Activity: An exact restatement is required. Cover only the lines of the records from the first through the line with "margin:0; font-family:Overpass,sans-serif; background:#3d3252;", and skip pictures.

Segment Open

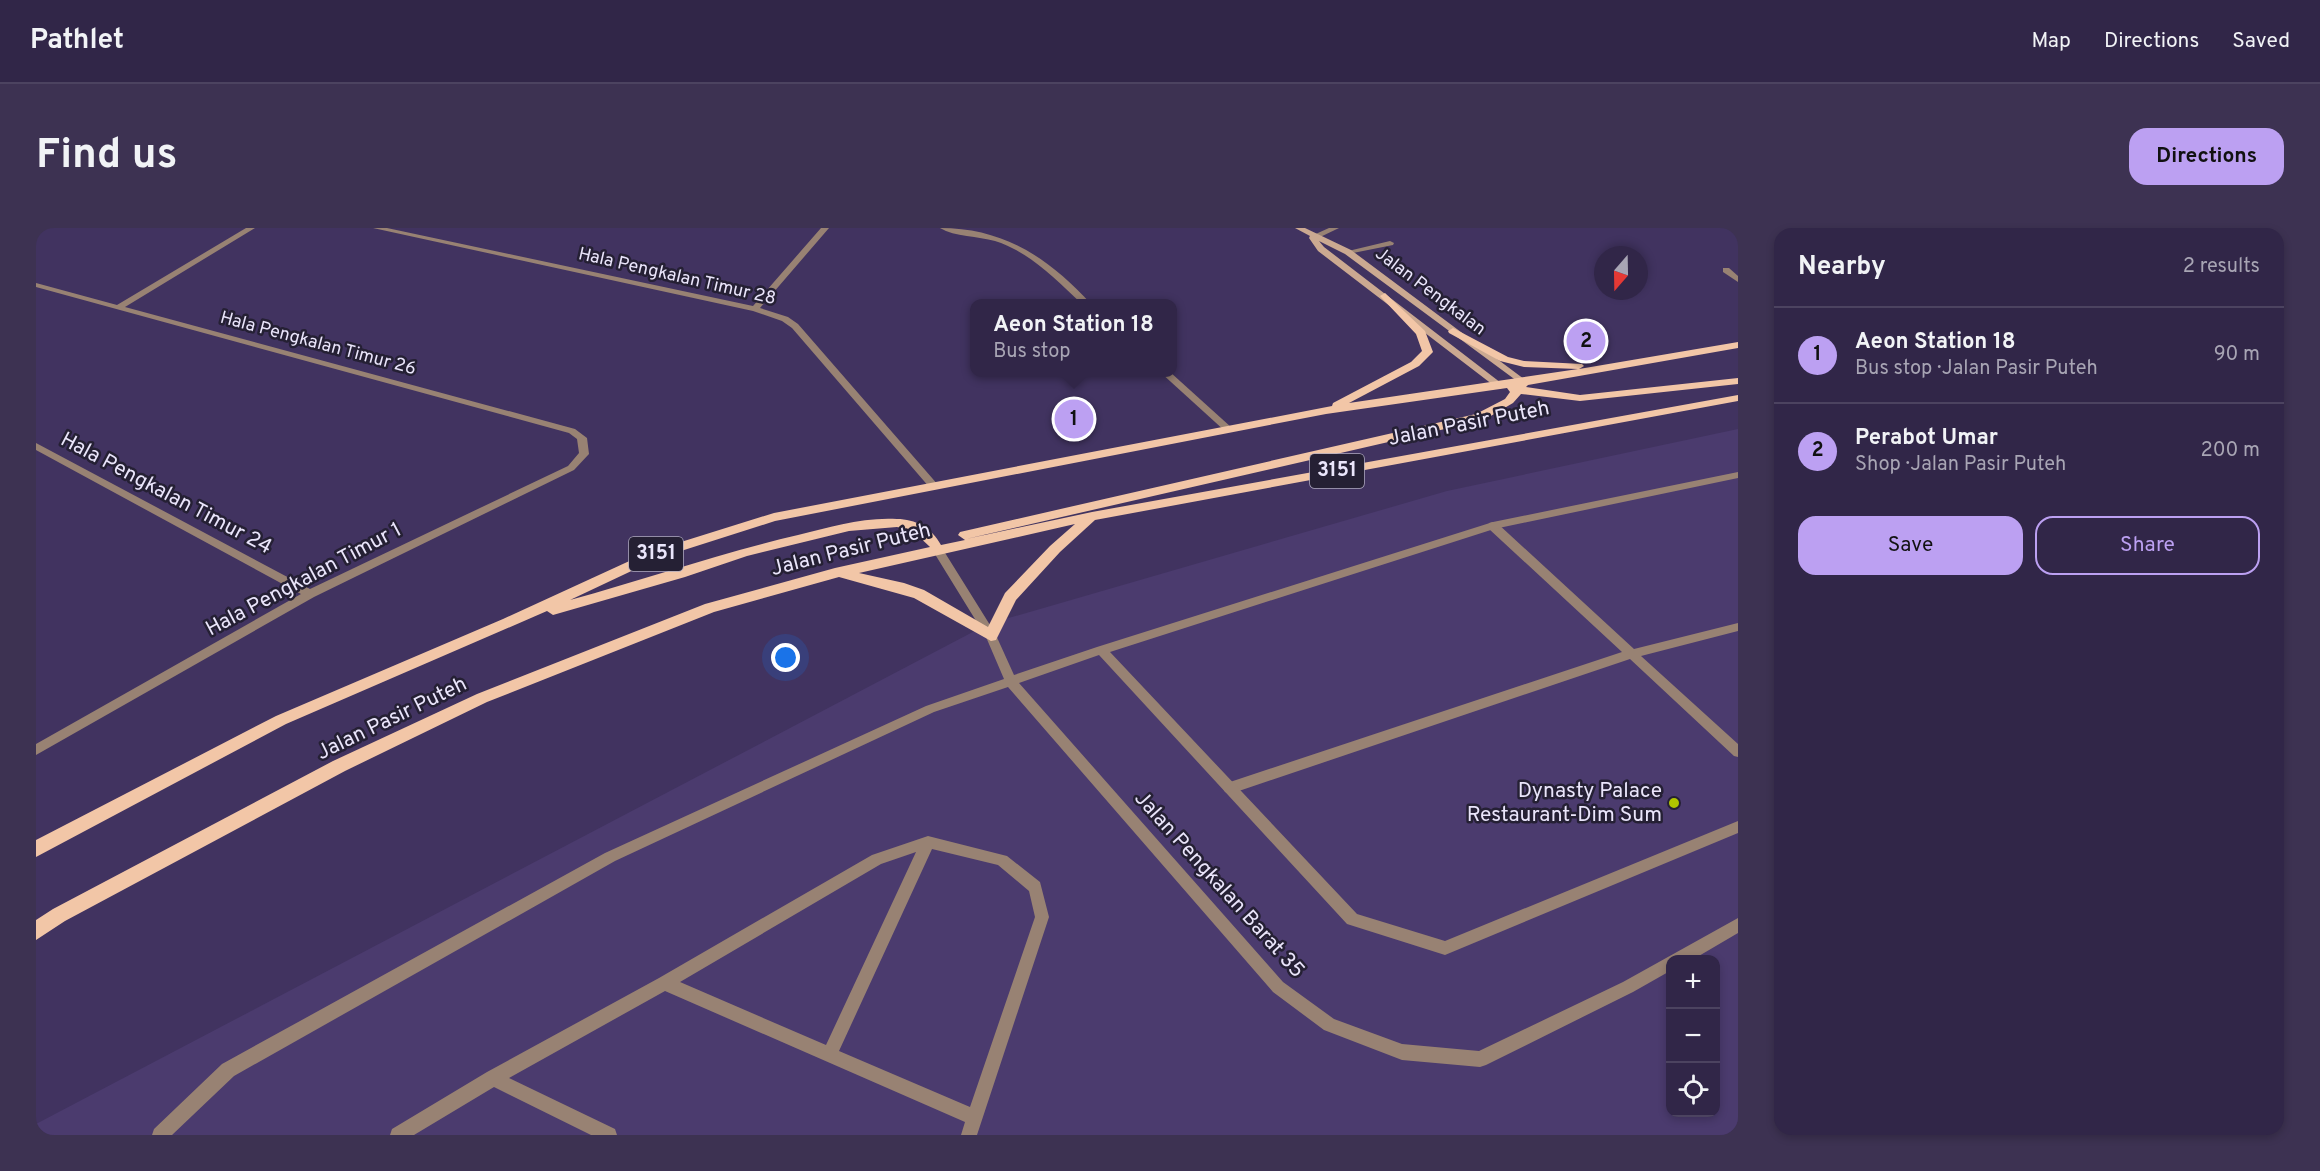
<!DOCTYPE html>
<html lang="en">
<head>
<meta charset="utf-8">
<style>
  body { margin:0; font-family:Overpass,sans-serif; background:#3d3252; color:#f1f3f6 }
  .controls { position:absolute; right:18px; bottom:18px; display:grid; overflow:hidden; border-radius:12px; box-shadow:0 3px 9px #0003 }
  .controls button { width:54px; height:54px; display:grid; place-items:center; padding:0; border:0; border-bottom:2px solid #4c4360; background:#312648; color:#f1f3f6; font:30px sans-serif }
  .compass { position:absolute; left:1558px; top:18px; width:54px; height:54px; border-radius:50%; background:#312648; box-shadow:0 3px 9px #0003; rotate:200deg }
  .you { position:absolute; left:750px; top:430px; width:21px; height:21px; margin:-15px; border:4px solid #fff; border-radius:50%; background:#1a73e8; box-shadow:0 0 0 9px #1a73e833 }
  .badge { display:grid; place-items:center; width:39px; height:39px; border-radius:50%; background:#bca0f2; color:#111; font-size:20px; font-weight:700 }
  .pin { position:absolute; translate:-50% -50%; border:3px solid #fff; box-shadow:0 2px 6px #0006 }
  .popup { position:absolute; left:934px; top:71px; width:207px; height:78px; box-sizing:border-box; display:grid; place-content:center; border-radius:12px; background:#312648; filter:drop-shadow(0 2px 4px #0005); font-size:20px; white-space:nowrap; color:#a8a5b4 }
  .popup b { font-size:22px; color:#f1f3f6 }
  .popup::after { content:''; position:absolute; left:50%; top:100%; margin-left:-12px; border:12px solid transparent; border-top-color:#312648 }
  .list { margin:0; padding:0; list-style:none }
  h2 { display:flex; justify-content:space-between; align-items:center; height:78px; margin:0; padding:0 24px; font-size:26px }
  h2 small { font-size:20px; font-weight:400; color:#a8a5b4 }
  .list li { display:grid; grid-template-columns:39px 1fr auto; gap:18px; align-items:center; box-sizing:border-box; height:96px; padding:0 24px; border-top:2px solid #4c4360 }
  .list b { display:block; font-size:22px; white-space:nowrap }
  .list p { margin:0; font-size:20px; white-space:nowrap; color:#a8a5b4 }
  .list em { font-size:20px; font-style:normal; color:#a8a5b4 }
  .actions { display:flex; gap:12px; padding:18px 24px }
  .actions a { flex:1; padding:14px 0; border:2px solid #bca0f2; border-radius:18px; text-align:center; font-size:21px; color:#bca0f2 }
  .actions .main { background:#bca0f2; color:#111 }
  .icon { flex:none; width:33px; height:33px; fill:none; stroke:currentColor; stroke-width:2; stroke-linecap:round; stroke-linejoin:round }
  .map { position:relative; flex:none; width:1702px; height:907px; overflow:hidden; border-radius:18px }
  header { display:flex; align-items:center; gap:36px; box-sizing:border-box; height:84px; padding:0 30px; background:#312648; border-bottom:2px solid #4c4360 }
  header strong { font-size:28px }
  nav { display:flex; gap:33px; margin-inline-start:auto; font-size:21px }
  .intro { display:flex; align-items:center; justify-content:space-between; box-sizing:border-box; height:144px; padding:0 36px }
  h1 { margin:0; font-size:42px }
  .button { padding:15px 27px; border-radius:18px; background:#bca0f2; color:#111; font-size:21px; font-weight:700 }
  main { display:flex; gap:36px; padding:0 36px }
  aside { flex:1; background:#312648; border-radius:18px; box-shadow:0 3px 9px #0003 }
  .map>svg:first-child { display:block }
  .built { fill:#4b3b6e; fill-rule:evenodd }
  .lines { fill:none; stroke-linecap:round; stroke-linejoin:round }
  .lane { fill:#988273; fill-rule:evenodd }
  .street { fill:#988273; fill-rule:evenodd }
  .secondary { fill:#cba991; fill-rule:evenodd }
  .primary { fill:#f2c6a7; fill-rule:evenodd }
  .poi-dot { fill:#b1c500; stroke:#252034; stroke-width:2 }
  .labels { text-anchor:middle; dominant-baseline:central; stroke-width:5; stroke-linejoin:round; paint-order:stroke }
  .far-street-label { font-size:18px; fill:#eae5fb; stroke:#252034 }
  .shield { fill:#252034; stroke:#afaabf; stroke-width:1.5 }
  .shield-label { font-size:20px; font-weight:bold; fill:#eae5fb }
  .street-label { font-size:21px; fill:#eae5fb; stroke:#252034 }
  .poi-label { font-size:21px; fill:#eae5fb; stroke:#252034; text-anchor:end }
</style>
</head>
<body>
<header>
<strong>Pathlet</strong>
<nav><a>Map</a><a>Directions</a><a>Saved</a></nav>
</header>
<div class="intro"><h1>Find us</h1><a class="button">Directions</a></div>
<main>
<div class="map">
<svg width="1702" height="907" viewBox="0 0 1702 907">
  <rect width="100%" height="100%" fill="#413360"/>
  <path class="built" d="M1702 201V907H0V896L952 396 1411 263ZM1634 732H1680V884H1634Z"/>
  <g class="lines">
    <g class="lane">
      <polygon points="1354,13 1358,15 1357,17 1312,26 1308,24"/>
      <polygon points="1687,40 1693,40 1702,48 1702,54 1687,44"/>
      <polygon points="1457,294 1461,295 1598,421 1702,395 1702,403 1605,428 1702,516 1702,529 1698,528 1594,431 1194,566 1189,564 1187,560 1189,556 1194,554 1586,424 1453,301 1452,298 1453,295"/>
      <path d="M892 608 971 628 1004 654 1013 689 941 907H925L929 894 629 763 473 850 579 901 581 907H555L458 859 378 907H354L356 901 451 844 623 750 836 627ZM896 621 962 637 993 663 999 689 934 879 803 823ZM880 624 790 817 644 754 845 636Z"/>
    </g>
    <g class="street">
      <polygon points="210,0 219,0 89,79 539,201 551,210 553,226 538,242 278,369 0,527 0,516 265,366 0,222 0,215 274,361 532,238 543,225 541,211 533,205 0,59 0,55 81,77"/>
      <polygon points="337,0 351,0 717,78 785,0 793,0 724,80 752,89 762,96 903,258 902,260 894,260 756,100 746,93 717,83"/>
      <path d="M904 0C968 0 1013 30 1055 76H1046C1019 51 994 24 959 13 942 8 919 9 904 0Z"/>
      <polygon points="1293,0 1303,0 1280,11 1273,9"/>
      <polygon points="1124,144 1134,144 1196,200 1196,204 1190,204"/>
      <polygon points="1702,244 1702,250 1458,301 1074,424 1321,686 1409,713 1702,593 1702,605 1409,727 1311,696 1063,427 983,455 1247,754 1298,791 1366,816 1443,823 1587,754 1702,690 1702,705 1656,732 1634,732 1634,743 1597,764 1450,837 1444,839 1366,832 1288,802 1237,764 972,459 898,484 579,633 198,848 136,907 116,907 118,901 186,836 569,625 890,478 968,451 950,409 897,323 898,320 906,320 959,405 978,447 1061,419 1457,294"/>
    </g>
    <polygon class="secondary" points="1259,0 1269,0 1315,22 1492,154 1491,156 1485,156 1309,26 1283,13 1288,19 1469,158 1464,161 1461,160 1282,23 1273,10 1274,8"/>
    <path class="primary" d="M1349 65 1389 103 1397 124 1383 138 1313 175 1542 141 1488 139 1464 133 1413 105 1412 103 1417 100 1472 129 1488 133 1546 136 1548 138 1543 141 1702 114V120L1492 157 1490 159 1544 167 1702 150V156L1544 173 1485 166 1477 175 1448 192 930 311 1056 284 1702 167V173L1059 292 1024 324 980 372 960 412 955 413 878 370 803 349 678 384 451 474 309 543 29 693 0 712V692L17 681 297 533 441 466 669 376 799 340 894 319 877 303 861 299 813 303 711 328 649 349 517 387 511 383 250 496 0 629V612L240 488 467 391 613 324 738 285 1296 178 1297 175 1375 134 1386 123 1380 106 1344 68ZM1471 160 1474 164 1469 171 1440 186 924 304 922 307 929 312 905 317C896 300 879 291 861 291 827 289 794 299 762 307 685 325 610 351 534 372L623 330 739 293 1290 186ZM1039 296 1014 318 969 365 952 399 888 362 868 355 823 345Z"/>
  </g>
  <circle class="poi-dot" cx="1638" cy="575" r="6"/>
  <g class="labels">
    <g class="far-street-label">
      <text transform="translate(641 49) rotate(13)">Hala Pengkalan Timur 28</text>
      <text transform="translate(1394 64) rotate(37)">Jalan Pengkalan</text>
      <text transform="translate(282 116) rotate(15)">Hala Pengkalan Timur 26</text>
    </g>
    <g class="shield">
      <rect x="1274" y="226" width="54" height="34" rx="4.5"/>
      <rect x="593" y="309" width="54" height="34" rx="4.5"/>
    </g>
    <g class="shield-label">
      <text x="1301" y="243">3151</text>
      <text x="620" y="326">3151</text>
    </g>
    <g class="street-label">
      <text transform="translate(1433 196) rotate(-11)">Jalan Pasir Puteh</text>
      <text transform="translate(130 266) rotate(28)">Hala Pengkalan Timur 24</text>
      <text transform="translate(815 322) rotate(-14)">Jalan Pasir Puteh</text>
      <text transform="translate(268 352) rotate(-28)">Hala Pengkalan Timur 1</text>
      <text transform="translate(356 491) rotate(-26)">Jalan Pasir Puteh</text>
      <text transform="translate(1183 657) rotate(48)">Jalan Pengkalan Barat 35</text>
    </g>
    <g class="poi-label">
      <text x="1626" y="563">Dynasty Palace<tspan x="1626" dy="24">Restaurant-Dim Sum</tspan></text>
    </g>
  </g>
</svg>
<div class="controls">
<button>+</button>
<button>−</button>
<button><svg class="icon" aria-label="locate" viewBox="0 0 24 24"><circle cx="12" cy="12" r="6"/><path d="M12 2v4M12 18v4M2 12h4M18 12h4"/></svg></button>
</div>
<svg class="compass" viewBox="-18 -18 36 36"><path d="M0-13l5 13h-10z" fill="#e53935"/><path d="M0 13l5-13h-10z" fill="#a8a5b4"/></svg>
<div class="you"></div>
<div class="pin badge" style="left:1038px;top:191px">1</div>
<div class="popup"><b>Aeon Station 18</b>Bus stop</div>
<div class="pin badge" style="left:1550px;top:113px">2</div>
</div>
<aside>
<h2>Nearby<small>2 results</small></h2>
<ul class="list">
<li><span class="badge">1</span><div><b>Aeon Station 18</b><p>Bus stop · Jalan Pasir Puteh</p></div><em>90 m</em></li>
<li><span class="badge">2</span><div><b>Perabot Umar</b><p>Shop · Jalan Pasir Puteh</p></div><em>200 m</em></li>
</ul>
<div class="actions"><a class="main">Save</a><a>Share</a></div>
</aside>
</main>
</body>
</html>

Segment Closed

Result for this task:
<!DOCTYPE html>
<html lang="en">
<head>
<meta charset="utf-8">
<style>
  body { margin:0; font-family:Overpass,sans-serif; background:#3d3252; color:#f1f3f6 }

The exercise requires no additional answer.